Il mito di Jerzy Kukuczka, l’uomo dei record (in invernale e non)

Facebooktwittergoogle_pluslinkedintumblrmail
Ha scalato tutti i 14 Ottomila dopo Messner ma lo ha fatto in minor tempo. 4 prime invernali. Ha aperto tantissime vie in Himalaya, alcune ancora inviolate

Jerzy Kukuczka

 

Jerzy Kukuczka, il superman polacco. Uno dei migliori alpinisti di sempre. L’amico-“rivale” di Messner. L’uomo che salì, dopo l’altoatesino, i 14 Ottomila, ma lo fece in minor tempo (1979-1987). L’uomo che amava l’inverno, l’alpinista che ha effettuato, come l’italiano Simone Moro dopo la recentissima conquista del Nanga Parbat, quattro Ottomila in prima invernale. Anche se il Cho Oyu, come riportato nella scheda, lo ha salito come secondo team tre giorni dopo ad altri due suoi connazionali. Alpinisti dello stesso team polacco che era composto da Maciej Berbeka, Eugeniusz Chrobak, Krzysztof Flaczyński (medico), Mirosław Gardzielewski, Zygmunt Andrzej Heinrich e appunto Jerzy Kukuczka, Maciej Pawlikowski e Andrzej Zawada (manager), Martin Berkman, André Frapier, Jacques Olek (vice direttore) e Yves Tessier (medico).

Vogliamo ricordarlo con una piccola finestrina proprio ora, all’indomani della conquista del Nanga Parbat in invernale, per ricordarlo e per ricordare a tutti le sue imprese (invernali e non) e non farle cadere nel dimenticatoio. Kukuczka non fu mai uomo mediatico e la stampa internazionale non è che lo seguì e “venerò” più di tanto.

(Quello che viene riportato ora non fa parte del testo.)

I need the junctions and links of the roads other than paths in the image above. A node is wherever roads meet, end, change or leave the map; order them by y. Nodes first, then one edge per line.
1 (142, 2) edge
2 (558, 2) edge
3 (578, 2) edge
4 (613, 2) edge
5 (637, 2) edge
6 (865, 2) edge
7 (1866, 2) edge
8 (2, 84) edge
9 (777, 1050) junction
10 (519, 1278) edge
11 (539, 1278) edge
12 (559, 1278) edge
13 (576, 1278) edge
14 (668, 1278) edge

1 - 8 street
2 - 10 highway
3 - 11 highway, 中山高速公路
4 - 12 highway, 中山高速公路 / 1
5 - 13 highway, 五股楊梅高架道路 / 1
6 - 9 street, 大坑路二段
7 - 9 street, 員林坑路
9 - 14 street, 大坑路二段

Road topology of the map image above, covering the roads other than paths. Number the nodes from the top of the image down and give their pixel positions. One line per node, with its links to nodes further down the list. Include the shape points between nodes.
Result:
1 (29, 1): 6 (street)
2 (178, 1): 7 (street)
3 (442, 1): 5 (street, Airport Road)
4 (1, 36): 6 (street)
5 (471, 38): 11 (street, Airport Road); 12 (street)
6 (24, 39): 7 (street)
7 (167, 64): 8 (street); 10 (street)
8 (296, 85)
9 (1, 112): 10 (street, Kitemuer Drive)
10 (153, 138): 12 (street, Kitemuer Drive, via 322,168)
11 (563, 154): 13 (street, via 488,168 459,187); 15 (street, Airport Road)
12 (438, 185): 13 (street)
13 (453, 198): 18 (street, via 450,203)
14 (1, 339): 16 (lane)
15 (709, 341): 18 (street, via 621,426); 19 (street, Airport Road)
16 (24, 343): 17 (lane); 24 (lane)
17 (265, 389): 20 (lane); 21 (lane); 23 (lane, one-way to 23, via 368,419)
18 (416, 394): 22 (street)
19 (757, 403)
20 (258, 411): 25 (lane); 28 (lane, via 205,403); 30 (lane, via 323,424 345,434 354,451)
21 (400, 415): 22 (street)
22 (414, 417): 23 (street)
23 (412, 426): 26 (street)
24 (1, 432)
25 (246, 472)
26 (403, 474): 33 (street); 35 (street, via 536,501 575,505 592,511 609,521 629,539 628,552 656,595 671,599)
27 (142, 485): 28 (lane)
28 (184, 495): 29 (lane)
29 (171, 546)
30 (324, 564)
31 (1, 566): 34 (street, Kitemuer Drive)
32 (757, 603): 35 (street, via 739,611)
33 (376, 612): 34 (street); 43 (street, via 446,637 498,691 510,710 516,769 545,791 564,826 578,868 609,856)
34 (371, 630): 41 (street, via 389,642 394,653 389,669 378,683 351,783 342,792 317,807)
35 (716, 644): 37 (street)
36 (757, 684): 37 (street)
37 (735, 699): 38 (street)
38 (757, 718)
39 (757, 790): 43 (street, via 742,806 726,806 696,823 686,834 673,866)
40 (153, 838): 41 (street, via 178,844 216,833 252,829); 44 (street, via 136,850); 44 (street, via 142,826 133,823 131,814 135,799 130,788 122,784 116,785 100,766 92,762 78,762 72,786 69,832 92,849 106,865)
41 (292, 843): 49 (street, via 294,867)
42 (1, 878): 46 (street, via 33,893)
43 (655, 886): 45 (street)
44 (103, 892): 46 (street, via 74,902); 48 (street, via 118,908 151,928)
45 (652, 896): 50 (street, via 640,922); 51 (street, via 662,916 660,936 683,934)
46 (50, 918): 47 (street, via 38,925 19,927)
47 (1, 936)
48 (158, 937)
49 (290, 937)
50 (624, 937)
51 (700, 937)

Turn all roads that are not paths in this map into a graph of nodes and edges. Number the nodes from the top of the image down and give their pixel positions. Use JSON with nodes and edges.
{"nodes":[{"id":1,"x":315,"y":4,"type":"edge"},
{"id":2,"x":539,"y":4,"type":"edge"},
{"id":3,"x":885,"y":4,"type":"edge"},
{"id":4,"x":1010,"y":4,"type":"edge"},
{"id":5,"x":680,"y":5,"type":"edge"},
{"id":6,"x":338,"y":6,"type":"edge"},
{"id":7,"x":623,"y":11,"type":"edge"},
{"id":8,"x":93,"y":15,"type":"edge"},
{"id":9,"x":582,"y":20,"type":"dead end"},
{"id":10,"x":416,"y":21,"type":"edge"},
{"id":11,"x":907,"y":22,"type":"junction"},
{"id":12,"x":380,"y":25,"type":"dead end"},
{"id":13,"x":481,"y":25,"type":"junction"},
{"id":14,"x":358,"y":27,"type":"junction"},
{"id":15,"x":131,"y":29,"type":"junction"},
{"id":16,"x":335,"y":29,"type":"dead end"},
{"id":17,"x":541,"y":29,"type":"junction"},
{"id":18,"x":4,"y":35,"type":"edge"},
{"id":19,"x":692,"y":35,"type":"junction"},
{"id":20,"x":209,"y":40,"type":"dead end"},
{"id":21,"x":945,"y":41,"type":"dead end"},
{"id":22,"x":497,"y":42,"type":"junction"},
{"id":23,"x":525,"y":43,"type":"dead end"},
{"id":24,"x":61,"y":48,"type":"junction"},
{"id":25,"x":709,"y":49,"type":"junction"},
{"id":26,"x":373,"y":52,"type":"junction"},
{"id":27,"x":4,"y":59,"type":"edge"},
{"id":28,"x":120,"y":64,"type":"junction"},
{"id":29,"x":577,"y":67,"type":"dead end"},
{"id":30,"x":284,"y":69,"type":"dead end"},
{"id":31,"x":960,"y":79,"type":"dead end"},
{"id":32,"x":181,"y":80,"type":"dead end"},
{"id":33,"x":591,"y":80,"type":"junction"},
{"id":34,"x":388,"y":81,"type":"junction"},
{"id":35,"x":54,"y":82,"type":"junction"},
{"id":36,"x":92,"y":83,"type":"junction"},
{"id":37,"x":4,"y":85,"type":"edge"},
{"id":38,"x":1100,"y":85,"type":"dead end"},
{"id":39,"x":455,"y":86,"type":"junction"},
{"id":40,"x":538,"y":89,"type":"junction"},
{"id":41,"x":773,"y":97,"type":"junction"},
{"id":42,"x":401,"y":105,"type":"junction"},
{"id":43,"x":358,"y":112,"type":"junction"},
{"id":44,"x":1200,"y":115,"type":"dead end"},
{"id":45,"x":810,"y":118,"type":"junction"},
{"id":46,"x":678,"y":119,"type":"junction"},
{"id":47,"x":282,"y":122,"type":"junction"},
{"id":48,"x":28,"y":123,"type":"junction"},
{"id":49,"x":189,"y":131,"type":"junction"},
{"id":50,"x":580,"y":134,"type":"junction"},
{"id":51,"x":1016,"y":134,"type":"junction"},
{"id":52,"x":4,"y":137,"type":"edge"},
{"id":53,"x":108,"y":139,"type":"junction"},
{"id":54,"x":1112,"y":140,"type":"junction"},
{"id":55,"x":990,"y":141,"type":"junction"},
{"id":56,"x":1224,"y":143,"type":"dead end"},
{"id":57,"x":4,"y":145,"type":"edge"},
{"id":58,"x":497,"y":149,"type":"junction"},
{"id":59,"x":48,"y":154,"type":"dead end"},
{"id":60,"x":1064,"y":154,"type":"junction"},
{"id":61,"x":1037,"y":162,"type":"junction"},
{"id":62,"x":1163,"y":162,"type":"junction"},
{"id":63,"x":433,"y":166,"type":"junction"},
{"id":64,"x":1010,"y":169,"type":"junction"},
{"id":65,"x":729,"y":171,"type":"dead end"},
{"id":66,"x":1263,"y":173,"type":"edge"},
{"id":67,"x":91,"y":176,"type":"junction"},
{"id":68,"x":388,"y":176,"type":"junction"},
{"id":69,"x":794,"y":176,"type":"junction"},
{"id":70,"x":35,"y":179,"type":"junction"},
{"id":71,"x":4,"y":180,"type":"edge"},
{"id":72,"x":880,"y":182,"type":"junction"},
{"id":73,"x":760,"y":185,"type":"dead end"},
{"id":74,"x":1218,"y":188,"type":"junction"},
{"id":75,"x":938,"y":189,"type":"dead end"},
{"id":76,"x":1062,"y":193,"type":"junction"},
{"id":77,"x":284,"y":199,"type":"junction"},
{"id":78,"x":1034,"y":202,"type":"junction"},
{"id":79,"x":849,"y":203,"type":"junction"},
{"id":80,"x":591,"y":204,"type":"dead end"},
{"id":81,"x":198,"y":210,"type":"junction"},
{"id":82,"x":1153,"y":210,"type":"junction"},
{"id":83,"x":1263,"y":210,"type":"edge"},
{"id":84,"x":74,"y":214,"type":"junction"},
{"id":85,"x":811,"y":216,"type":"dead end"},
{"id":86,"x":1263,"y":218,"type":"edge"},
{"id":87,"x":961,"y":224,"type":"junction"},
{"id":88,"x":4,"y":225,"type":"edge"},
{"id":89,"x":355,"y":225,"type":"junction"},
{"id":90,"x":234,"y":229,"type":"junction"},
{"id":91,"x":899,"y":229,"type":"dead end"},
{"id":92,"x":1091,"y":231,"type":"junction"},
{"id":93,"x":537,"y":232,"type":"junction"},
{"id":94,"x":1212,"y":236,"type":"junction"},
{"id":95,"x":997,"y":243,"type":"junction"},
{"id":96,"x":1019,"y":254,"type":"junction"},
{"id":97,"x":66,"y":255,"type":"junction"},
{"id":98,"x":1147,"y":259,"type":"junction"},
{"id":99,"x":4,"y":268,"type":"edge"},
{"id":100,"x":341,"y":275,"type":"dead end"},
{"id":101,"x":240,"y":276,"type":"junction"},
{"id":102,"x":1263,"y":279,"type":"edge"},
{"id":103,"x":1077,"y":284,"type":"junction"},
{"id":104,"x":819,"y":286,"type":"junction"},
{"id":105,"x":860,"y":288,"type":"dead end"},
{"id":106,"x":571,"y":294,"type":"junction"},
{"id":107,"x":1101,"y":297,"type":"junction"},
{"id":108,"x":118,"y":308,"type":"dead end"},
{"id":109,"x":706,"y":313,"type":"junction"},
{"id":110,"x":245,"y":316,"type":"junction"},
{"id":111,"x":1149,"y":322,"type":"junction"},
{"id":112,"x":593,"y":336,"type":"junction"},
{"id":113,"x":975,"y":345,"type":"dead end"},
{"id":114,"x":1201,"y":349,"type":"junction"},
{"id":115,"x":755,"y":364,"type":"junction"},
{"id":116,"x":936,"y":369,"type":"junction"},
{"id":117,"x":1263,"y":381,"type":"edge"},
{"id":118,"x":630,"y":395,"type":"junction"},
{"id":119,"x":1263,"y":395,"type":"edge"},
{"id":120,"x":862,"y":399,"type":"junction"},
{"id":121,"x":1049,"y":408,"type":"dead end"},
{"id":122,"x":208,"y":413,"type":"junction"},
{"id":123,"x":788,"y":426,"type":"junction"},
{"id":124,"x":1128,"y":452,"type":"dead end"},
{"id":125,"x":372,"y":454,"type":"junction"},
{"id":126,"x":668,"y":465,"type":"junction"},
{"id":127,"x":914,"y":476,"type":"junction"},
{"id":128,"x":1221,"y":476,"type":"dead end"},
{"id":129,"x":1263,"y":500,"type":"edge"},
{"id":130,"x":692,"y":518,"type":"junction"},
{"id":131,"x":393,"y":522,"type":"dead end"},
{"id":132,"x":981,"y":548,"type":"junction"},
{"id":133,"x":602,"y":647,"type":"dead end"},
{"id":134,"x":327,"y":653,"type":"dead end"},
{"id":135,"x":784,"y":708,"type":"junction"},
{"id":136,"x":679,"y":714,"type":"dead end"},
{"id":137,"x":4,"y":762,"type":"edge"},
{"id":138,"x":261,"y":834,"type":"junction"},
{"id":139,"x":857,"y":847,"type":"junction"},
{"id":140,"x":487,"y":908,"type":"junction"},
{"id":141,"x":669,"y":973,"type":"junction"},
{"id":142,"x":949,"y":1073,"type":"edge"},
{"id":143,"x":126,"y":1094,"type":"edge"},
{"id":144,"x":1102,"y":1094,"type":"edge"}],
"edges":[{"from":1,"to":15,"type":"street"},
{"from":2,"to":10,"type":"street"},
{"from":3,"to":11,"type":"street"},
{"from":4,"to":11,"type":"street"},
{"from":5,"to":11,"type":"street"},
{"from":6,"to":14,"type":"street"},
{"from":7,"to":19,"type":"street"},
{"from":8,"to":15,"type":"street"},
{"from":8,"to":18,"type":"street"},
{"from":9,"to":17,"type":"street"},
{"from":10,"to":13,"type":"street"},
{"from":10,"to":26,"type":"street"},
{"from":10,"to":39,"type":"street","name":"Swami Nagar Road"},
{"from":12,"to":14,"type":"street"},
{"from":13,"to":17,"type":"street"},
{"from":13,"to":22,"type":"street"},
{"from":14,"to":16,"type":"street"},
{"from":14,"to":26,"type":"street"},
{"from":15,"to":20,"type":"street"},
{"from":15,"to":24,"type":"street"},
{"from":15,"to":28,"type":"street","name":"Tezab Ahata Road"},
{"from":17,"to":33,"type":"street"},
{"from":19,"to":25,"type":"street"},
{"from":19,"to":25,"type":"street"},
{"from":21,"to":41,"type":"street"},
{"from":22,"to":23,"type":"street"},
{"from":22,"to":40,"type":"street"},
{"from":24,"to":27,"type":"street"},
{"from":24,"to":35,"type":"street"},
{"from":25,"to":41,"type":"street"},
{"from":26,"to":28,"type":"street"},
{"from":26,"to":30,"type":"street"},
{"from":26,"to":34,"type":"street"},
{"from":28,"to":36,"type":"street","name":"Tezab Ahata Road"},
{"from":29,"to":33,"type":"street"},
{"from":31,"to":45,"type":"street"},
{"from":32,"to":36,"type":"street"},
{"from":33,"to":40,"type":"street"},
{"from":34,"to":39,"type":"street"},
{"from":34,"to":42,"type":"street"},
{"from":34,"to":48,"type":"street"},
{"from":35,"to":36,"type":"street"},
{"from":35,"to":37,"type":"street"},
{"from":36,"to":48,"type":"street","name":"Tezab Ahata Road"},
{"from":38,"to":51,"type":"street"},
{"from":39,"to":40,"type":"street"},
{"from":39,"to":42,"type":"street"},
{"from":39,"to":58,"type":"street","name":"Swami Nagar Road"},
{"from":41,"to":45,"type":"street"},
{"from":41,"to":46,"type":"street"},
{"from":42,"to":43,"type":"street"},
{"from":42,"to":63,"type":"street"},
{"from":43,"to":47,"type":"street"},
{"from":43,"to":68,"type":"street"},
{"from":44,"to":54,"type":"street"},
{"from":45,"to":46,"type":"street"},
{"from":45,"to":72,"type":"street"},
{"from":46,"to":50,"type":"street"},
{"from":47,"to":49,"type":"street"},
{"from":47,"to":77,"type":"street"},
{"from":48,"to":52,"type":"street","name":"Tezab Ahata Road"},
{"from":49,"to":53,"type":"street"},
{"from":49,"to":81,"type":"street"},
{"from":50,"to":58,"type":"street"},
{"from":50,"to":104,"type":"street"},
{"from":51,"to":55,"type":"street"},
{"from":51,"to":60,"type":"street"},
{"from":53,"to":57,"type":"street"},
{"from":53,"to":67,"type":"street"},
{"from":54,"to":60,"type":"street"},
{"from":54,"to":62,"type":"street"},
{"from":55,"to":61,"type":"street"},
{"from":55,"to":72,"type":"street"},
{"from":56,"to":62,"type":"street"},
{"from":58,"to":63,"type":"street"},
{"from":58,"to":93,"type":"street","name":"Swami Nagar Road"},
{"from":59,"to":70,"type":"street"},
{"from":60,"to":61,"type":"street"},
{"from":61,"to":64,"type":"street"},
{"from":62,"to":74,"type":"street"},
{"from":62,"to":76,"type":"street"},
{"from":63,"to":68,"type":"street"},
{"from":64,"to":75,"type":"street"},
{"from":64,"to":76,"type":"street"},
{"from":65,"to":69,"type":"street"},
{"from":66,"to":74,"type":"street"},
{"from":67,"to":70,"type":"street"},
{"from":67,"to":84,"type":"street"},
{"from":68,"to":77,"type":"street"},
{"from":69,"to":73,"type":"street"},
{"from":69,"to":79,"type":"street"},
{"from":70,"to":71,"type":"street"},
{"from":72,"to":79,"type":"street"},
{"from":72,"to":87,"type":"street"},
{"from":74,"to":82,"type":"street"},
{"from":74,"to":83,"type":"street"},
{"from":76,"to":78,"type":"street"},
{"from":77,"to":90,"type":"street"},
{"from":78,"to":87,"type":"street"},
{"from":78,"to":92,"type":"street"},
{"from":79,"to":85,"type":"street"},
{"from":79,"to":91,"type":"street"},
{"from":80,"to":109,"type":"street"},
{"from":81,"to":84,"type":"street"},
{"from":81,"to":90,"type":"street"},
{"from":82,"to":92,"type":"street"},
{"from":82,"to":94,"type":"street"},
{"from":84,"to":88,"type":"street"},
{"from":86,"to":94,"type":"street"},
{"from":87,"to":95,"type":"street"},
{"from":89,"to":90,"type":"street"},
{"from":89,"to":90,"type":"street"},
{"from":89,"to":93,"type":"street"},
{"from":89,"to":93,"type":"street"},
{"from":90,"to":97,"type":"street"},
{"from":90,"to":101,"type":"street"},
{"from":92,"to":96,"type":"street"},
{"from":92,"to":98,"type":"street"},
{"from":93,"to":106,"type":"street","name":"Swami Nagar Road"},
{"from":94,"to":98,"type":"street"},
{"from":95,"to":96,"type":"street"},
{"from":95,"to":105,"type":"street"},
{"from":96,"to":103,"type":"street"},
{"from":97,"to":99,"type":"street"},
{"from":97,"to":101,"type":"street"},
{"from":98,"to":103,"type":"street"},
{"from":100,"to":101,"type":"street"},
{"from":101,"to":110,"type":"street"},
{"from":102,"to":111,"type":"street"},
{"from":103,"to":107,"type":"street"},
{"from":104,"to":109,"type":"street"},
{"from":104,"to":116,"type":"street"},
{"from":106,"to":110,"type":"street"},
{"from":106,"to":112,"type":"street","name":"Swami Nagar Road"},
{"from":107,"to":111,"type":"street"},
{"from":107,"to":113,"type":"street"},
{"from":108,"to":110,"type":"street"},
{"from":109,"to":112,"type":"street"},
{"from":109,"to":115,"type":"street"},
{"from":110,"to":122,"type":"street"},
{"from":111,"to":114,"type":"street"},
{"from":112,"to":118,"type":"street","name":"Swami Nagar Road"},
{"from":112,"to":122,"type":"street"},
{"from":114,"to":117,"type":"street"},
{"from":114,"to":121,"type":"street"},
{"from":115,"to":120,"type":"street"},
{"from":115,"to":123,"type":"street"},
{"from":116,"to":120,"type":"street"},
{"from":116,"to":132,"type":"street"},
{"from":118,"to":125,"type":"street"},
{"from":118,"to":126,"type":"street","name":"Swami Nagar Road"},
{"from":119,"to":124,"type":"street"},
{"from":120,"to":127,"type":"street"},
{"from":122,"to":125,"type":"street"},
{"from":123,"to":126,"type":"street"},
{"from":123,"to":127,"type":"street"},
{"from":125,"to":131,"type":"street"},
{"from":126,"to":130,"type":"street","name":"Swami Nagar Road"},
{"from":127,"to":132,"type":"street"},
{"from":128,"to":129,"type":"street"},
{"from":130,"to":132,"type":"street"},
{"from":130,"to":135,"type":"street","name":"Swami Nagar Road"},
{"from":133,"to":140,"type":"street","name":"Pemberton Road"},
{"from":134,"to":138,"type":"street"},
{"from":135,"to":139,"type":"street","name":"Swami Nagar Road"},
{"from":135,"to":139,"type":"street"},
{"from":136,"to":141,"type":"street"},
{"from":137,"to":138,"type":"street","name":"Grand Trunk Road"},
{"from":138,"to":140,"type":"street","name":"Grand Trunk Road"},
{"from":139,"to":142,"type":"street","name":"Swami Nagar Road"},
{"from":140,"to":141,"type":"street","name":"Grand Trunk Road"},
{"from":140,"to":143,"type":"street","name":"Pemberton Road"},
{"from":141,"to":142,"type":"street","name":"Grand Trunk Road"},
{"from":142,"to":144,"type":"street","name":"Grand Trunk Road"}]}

In Polonia aveva creato una scuola di alpinismo. Lì dove lo chiamavano Ulisse.  Impiegato elettrotecnico all’ente minerario di Katowice, era padre di due bambini. Kukuczka non era uno sportivissimo nella vita quotidiana (fumava, beveva vino e amava il buon cibo), ma rigoroso durante le spedizioni. Jerzy, in italiano Giorgio, amava la musica jazz. Durante le spedizioni portava con sé sempre le sue cassette. Diceva che la musica lo avvicinava di più alla montagna; amava Chopin e Bach.

Allora le spedizioni erano altra cosa. Nelle attrezzature. Nella comunicazione. Pure nel meteo. Nelle sponsorizzazioni. Il polacco guadagnava poco, solo quello che gli serviva per le spedizioni. Spesso si riforniva di equipaggiamenti al mercatino dell’usato di Katmandu.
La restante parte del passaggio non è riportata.